- [WHAT YOU ARE ASKED TO DO] Review the material and extract every line in which the word "Right" occurs.

- [SUPPLIED MATERIAL]
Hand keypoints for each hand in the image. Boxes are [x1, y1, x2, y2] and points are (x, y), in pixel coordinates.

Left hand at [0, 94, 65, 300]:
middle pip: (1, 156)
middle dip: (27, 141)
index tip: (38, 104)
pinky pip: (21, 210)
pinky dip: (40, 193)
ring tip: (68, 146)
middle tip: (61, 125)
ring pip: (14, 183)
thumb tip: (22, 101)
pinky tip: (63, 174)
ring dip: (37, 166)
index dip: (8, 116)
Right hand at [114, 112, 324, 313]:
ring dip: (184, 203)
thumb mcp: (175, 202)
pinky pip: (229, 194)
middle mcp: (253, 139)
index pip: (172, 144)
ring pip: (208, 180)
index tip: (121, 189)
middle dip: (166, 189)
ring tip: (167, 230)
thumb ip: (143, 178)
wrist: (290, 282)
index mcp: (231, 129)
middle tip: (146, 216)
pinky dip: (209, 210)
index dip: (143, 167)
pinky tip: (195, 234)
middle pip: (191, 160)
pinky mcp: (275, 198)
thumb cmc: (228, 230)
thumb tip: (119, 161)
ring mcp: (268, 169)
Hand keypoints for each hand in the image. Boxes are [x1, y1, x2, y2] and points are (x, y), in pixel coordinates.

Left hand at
* * *
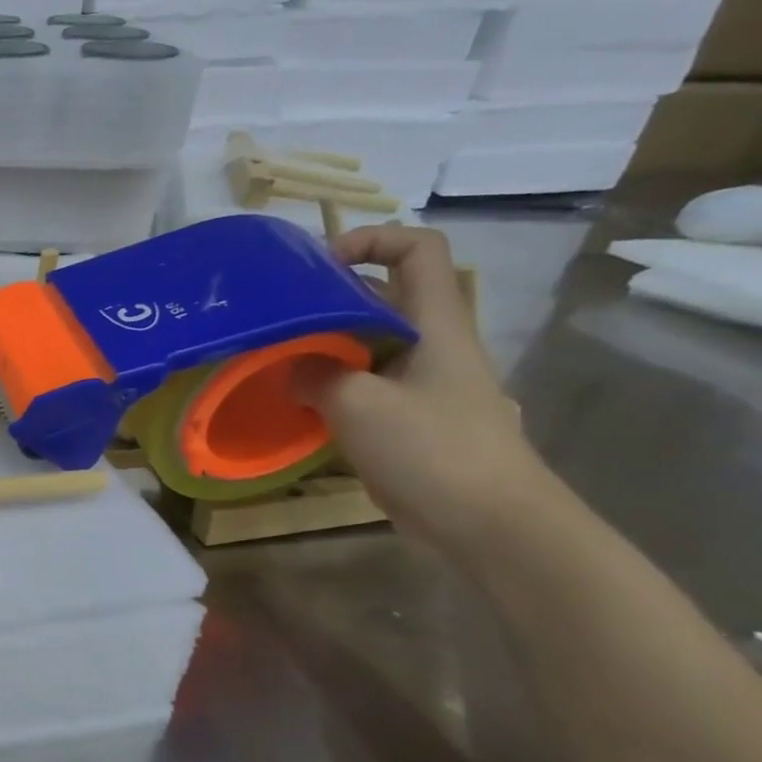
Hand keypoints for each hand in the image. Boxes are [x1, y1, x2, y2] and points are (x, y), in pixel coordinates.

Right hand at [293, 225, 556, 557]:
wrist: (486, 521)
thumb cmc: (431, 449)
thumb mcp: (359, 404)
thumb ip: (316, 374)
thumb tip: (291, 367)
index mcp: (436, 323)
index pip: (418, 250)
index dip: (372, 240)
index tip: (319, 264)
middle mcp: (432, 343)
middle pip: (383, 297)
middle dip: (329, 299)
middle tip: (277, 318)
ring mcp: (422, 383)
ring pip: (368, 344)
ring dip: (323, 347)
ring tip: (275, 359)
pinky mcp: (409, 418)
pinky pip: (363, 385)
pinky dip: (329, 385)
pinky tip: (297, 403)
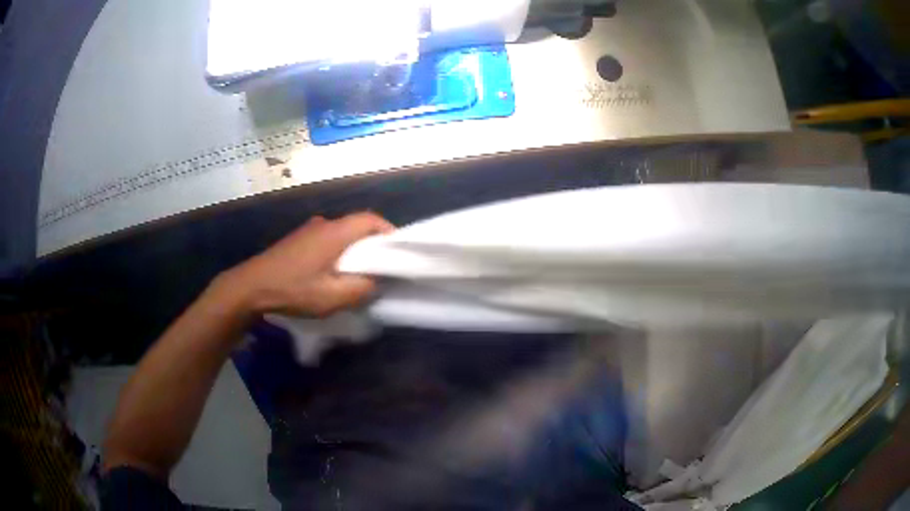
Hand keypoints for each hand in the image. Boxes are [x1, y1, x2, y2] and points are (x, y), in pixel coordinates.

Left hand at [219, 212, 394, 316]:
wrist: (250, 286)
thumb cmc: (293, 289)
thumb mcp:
--
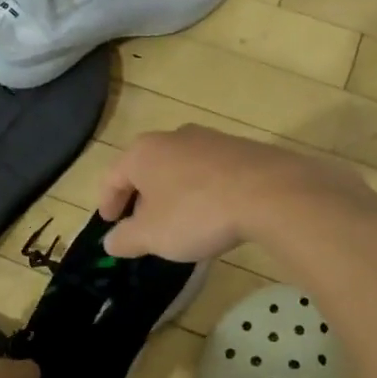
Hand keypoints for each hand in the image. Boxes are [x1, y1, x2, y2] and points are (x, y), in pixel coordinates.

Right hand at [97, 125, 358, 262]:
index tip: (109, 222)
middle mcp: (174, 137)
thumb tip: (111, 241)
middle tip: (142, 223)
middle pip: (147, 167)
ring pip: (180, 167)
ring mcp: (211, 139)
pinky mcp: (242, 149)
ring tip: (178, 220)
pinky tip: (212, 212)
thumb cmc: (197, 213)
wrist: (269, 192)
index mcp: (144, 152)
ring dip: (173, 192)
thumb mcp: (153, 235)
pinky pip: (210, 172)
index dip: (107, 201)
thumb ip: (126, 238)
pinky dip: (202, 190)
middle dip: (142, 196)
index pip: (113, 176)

- [OUTPUT FOR THIS EXERCISE]
Right hand at [114, 112, 324, 313]:
Right hand at [293, 225, 556, 557]:
Right hand at [97, 125, 358, 262]:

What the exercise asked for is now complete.